-- WHAT NEEDS TO BE DONE --
Scan the entries below. List each line with "bridge".

-- INPUT DATA --

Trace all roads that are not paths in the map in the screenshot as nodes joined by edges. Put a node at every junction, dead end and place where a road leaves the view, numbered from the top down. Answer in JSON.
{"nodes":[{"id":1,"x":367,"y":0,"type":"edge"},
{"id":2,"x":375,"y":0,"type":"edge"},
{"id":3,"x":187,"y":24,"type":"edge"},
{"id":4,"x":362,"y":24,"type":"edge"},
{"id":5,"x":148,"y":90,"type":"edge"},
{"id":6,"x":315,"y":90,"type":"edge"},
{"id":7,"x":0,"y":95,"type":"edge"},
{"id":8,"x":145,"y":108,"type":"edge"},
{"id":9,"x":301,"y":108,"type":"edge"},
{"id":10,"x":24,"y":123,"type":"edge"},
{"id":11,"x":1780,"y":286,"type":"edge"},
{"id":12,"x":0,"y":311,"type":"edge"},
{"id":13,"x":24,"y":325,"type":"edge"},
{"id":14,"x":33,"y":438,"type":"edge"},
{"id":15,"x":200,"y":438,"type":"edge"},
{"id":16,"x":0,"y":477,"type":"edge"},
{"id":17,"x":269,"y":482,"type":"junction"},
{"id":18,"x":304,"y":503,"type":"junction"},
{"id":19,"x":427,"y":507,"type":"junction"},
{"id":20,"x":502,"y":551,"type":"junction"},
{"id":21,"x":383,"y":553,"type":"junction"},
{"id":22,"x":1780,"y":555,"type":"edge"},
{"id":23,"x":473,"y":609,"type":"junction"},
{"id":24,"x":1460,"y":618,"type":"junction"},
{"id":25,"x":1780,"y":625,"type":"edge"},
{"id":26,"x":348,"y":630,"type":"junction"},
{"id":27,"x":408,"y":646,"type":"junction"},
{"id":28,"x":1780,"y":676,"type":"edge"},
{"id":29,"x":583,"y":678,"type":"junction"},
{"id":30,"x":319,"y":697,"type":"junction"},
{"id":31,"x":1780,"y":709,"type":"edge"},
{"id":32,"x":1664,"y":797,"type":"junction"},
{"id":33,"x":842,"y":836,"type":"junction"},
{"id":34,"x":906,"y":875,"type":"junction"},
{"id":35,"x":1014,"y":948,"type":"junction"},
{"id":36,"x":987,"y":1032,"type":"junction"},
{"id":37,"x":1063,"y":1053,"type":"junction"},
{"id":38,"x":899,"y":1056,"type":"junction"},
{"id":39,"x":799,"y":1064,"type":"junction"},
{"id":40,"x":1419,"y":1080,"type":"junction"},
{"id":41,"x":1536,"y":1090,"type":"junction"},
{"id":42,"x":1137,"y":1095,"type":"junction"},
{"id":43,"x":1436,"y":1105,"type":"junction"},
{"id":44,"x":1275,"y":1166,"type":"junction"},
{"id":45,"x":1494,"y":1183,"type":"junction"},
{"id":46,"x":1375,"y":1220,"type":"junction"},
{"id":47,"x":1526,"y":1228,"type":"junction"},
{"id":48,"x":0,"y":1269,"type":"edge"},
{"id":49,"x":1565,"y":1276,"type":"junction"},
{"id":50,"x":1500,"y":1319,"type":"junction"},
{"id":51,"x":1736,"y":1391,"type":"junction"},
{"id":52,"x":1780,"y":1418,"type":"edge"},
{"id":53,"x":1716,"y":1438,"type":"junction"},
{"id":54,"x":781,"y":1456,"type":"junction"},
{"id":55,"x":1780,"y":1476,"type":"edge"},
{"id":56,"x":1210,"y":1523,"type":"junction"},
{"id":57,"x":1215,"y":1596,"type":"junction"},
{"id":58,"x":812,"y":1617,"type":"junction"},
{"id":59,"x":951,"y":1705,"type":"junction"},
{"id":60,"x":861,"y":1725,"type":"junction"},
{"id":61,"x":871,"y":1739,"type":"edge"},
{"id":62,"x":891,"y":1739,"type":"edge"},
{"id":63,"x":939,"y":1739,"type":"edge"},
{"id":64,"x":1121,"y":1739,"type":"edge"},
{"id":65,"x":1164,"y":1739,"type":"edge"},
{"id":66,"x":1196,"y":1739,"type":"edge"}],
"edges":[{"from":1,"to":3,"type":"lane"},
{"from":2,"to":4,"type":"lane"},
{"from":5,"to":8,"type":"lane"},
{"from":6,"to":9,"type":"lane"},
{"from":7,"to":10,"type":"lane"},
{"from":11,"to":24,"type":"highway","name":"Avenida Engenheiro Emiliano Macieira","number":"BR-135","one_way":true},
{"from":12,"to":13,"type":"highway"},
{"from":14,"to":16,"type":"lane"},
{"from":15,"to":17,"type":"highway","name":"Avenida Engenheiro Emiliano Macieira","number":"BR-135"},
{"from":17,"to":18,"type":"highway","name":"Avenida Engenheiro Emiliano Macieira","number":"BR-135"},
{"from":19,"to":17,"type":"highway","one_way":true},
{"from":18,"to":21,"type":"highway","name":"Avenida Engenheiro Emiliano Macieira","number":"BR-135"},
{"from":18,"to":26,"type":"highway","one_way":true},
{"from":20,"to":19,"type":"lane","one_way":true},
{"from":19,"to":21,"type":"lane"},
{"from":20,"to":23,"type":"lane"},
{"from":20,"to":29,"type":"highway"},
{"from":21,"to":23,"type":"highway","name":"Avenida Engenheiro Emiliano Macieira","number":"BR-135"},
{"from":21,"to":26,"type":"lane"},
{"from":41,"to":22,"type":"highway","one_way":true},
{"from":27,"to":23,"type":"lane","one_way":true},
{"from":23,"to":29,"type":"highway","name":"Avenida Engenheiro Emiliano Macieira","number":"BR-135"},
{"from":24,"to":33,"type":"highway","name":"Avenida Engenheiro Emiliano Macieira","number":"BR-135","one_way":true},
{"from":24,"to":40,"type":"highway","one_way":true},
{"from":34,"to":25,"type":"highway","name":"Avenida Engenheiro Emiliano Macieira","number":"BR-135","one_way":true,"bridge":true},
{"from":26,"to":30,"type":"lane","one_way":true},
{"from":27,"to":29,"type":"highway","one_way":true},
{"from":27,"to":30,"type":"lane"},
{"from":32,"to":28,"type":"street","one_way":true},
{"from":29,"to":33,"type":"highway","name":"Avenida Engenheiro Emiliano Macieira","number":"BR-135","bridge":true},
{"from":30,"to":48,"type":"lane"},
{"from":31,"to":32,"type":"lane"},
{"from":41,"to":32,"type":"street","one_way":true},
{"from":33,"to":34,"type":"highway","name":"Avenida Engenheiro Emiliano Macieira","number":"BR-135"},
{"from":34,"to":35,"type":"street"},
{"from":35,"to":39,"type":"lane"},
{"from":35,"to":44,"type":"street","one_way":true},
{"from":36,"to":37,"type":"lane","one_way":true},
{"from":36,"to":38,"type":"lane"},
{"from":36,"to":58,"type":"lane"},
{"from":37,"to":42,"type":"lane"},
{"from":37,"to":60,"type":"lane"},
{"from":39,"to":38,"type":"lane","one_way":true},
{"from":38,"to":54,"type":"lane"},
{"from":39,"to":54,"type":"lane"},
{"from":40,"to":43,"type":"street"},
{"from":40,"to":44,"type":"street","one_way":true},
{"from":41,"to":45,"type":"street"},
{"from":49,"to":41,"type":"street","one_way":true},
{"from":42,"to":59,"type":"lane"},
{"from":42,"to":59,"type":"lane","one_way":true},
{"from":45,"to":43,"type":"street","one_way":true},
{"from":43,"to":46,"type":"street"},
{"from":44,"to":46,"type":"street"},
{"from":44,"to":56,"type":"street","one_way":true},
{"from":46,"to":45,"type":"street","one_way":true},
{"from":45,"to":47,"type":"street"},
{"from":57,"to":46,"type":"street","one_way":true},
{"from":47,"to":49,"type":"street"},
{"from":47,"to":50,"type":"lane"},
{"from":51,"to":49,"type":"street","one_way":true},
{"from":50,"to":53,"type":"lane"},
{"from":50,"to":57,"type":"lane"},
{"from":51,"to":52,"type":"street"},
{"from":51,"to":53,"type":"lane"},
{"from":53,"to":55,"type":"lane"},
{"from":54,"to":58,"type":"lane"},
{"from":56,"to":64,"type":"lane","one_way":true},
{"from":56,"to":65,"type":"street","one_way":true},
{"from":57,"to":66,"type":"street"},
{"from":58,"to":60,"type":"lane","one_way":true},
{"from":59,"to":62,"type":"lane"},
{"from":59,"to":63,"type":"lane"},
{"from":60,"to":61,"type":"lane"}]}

-- SOLUTION TO THIS EXERCISE --
{"from":34,"to":25,"type":"highway","name":"Avenida Engenheiro Emiliano Macieira","number":"BR-135","one_way":true,"bridge":true},
{"from":29,"to":33,"type":"highway","name":"Avenida Engenheiro Emiliano Macieira","number":"BR-135","bridge":true},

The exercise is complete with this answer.